=== Records provided ===
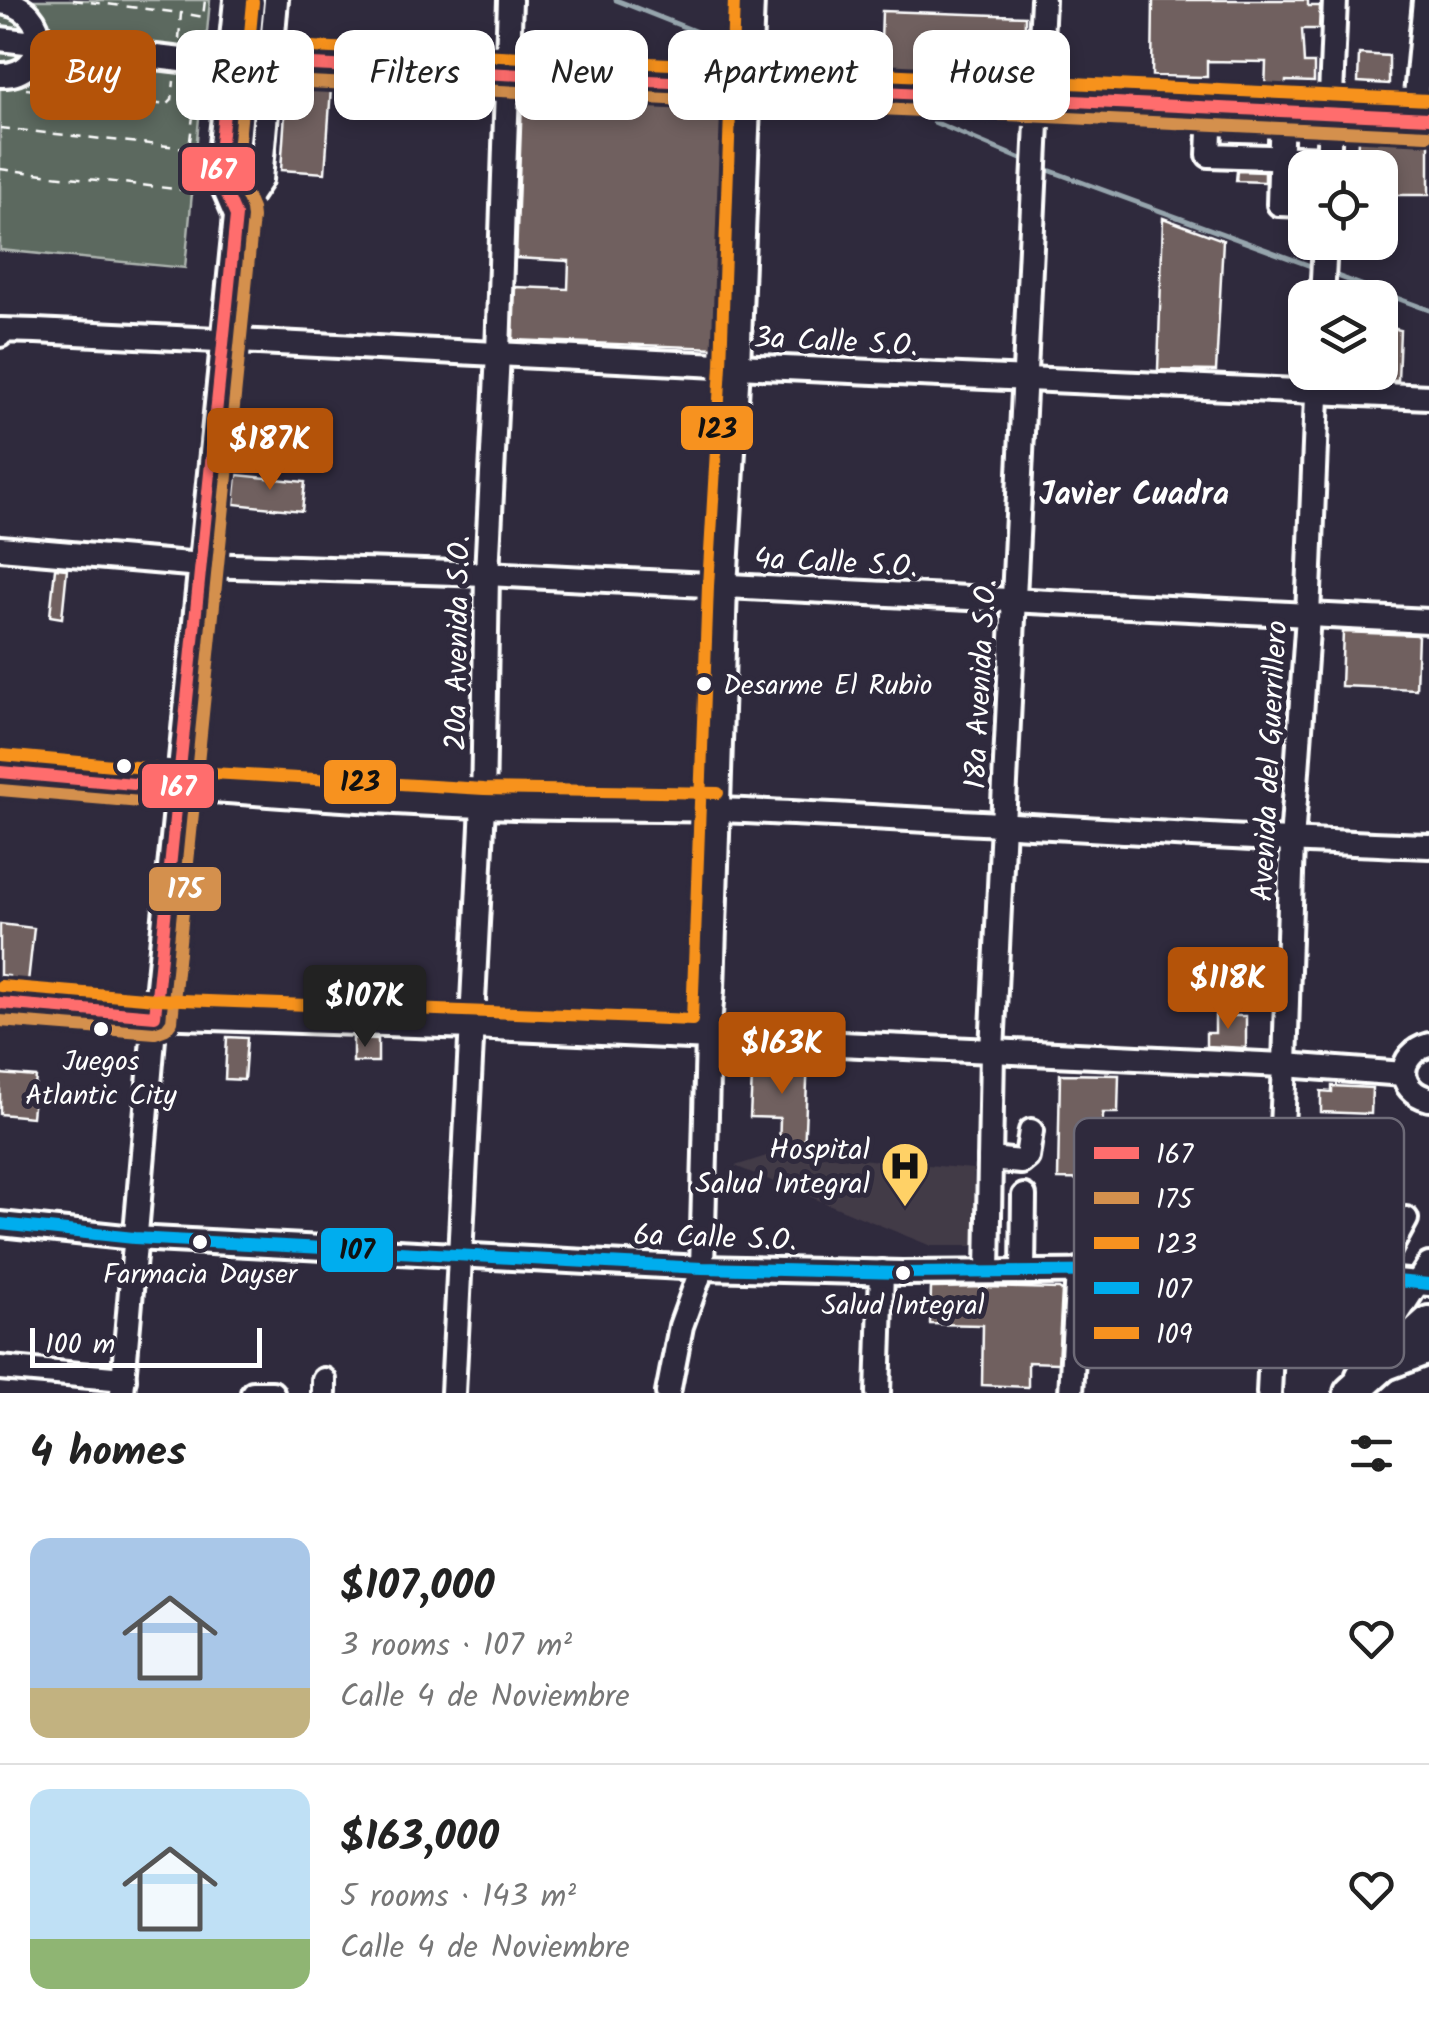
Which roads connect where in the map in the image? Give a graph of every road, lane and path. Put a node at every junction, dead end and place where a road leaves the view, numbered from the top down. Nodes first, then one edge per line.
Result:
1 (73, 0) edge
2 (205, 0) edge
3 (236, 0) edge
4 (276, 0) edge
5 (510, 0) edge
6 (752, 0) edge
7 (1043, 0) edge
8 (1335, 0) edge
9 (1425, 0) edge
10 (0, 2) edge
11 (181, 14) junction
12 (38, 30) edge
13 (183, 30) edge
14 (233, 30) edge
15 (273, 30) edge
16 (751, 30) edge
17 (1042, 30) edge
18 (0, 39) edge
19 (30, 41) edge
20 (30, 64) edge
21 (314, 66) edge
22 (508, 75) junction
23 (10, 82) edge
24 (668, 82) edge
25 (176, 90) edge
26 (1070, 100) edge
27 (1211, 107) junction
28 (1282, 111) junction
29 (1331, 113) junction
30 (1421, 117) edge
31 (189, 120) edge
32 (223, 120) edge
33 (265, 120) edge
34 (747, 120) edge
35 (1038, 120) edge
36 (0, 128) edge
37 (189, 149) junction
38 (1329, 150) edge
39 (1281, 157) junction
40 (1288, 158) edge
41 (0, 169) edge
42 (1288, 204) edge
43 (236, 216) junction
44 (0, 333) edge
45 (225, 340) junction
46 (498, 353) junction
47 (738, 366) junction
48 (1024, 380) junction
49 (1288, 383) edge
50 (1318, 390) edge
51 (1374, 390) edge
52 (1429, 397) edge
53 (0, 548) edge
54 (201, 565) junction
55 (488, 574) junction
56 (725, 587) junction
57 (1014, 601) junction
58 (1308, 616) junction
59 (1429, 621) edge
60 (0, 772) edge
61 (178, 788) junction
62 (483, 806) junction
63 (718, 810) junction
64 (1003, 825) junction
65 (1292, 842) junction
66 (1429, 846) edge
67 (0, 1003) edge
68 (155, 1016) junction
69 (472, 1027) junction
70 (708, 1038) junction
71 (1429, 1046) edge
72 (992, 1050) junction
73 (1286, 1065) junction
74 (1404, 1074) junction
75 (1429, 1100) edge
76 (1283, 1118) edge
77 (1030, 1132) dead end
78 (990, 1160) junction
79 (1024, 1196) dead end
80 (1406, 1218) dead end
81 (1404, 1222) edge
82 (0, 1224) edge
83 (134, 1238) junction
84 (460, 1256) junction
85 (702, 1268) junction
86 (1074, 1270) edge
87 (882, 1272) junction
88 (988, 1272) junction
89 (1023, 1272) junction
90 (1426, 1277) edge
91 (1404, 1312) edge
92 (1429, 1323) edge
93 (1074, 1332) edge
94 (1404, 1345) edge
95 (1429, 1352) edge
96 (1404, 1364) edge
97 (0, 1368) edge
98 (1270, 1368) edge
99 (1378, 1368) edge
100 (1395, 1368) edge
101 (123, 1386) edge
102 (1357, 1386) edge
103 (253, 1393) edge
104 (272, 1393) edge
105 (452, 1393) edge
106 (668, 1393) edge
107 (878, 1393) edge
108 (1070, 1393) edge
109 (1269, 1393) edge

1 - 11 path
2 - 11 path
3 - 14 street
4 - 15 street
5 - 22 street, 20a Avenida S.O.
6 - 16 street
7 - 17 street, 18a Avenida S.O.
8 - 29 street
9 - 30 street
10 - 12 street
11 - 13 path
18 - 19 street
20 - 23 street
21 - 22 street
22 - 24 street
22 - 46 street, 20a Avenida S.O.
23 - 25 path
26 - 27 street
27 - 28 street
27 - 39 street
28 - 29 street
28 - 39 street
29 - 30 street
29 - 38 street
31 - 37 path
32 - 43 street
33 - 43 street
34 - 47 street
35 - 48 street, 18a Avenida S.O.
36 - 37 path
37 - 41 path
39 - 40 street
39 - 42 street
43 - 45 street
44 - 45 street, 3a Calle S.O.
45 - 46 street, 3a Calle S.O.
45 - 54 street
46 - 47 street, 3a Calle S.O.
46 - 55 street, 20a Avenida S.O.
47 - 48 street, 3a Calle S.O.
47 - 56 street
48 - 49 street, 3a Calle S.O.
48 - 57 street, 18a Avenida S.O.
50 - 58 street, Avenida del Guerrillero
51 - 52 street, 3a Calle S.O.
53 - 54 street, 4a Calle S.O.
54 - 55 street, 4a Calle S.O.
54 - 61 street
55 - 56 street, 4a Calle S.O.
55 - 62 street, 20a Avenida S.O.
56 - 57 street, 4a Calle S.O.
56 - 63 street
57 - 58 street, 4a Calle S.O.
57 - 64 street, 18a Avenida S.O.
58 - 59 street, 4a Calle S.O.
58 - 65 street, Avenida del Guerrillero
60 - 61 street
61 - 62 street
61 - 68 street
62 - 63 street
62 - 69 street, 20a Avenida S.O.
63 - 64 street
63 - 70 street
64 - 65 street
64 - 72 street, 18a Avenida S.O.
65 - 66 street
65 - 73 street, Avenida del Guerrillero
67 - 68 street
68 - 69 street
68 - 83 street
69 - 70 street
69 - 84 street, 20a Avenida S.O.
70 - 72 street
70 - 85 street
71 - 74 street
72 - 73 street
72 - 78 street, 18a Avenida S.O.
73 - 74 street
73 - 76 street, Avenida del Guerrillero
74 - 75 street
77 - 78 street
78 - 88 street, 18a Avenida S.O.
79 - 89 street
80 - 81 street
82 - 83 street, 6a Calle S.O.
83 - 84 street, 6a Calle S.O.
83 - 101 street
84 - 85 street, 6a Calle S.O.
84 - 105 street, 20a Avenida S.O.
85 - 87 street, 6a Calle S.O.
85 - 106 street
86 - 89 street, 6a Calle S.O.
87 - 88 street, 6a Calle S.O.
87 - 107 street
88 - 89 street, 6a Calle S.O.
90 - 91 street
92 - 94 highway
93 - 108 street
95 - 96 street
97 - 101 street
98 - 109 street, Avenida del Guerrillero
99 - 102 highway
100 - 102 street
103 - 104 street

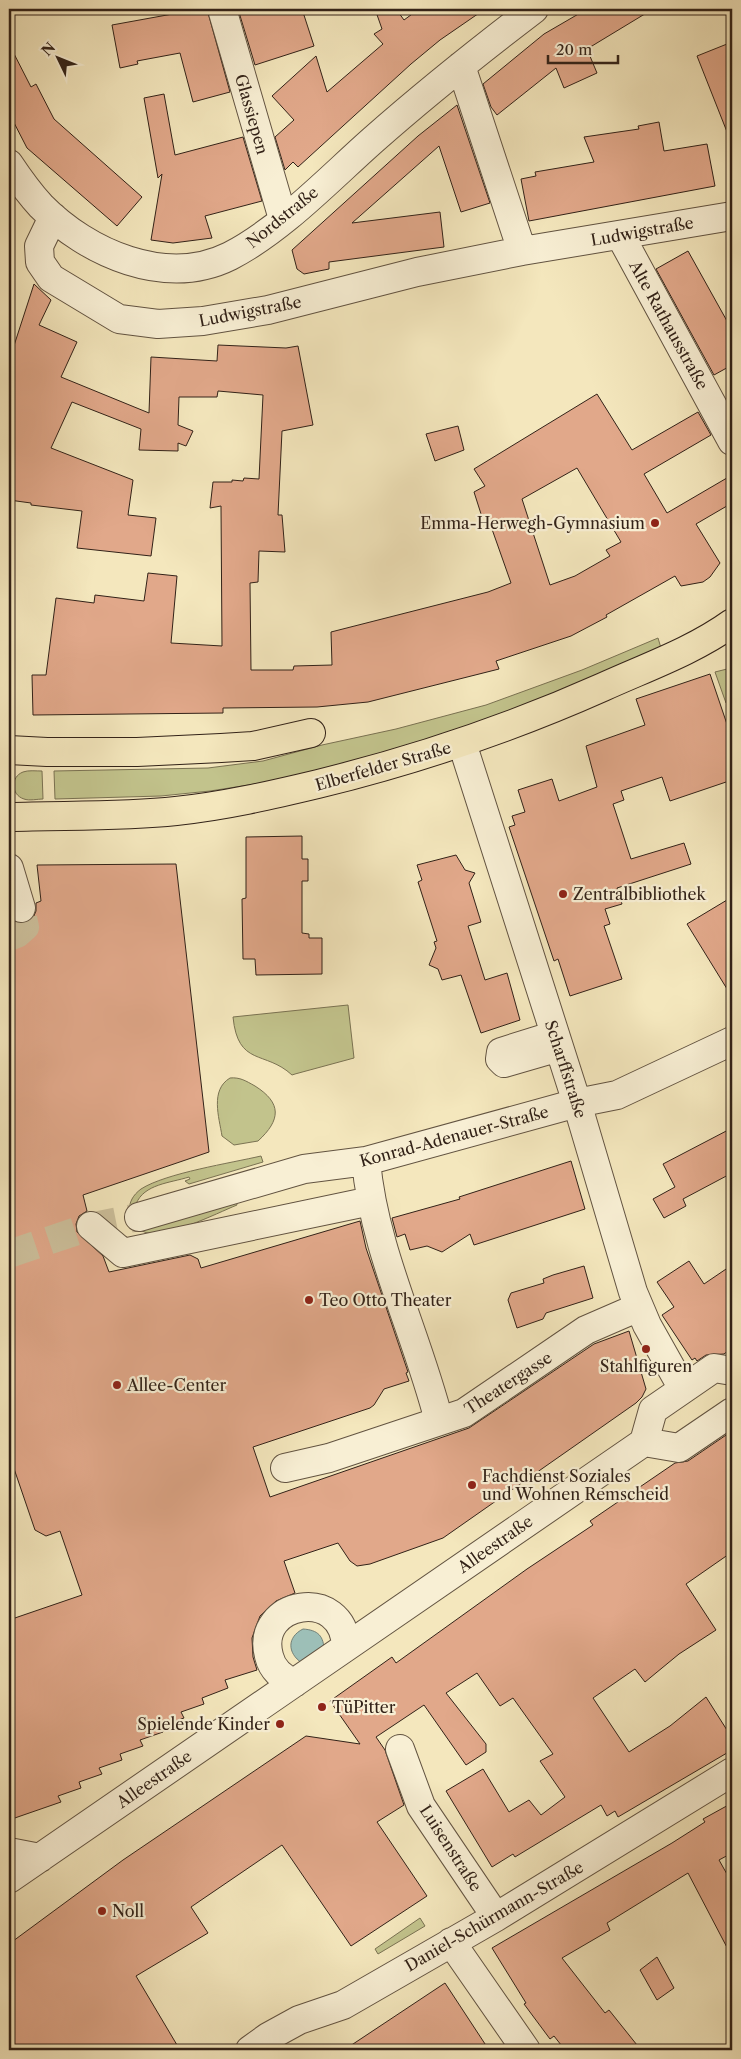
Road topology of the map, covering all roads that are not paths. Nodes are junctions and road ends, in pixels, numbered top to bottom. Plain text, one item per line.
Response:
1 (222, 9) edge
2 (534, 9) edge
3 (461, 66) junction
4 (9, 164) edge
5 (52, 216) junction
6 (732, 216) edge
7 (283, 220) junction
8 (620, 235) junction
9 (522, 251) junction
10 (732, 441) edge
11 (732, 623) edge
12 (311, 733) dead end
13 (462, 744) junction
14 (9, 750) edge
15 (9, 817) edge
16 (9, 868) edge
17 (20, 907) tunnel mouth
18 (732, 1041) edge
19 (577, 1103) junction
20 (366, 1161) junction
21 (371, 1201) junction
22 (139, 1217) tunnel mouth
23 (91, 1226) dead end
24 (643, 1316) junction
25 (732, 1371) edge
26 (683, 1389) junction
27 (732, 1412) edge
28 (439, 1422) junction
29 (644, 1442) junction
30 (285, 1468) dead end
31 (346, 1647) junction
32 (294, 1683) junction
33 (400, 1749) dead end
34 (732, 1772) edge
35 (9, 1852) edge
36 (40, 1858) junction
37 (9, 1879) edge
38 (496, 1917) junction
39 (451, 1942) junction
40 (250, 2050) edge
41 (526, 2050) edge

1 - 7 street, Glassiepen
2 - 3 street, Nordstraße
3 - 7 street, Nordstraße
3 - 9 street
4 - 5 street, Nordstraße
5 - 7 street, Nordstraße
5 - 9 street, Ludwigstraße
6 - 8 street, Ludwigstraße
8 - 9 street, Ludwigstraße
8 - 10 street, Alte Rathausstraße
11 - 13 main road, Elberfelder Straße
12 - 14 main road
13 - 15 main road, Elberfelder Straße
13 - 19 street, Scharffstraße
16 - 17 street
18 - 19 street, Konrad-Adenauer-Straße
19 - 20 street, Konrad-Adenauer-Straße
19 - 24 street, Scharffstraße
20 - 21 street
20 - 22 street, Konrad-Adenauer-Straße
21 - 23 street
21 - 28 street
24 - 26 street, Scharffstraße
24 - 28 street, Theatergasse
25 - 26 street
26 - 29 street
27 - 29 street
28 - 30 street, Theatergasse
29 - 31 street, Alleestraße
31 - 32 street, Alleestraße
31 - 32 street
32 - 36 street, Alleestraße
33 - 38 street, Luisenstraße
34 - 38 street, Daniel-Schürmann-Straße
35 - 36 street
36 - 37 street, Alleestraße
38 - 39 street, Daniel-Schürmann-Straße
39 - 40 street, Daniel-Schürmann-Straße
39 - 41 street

=== Your assignment ===
Scan the listing above. Gather each line that contains the word "dead".

=== Problem solution ===
Which roads connect where in the map in the image? Give a graph of every road, lane and path. Put a node at every junction, dead end and place where a road leaves the view, numbered from the top down. Nodes first, then one edge per line.
77 (1030, 1132) dead end
79 (1024, 1196) dead end
80 (1406, 1218) dead end
12 (311, 733) dead end
23 (91, 1226) dead end
30 (285, 1468) dead end
33 (400, 1749) dead end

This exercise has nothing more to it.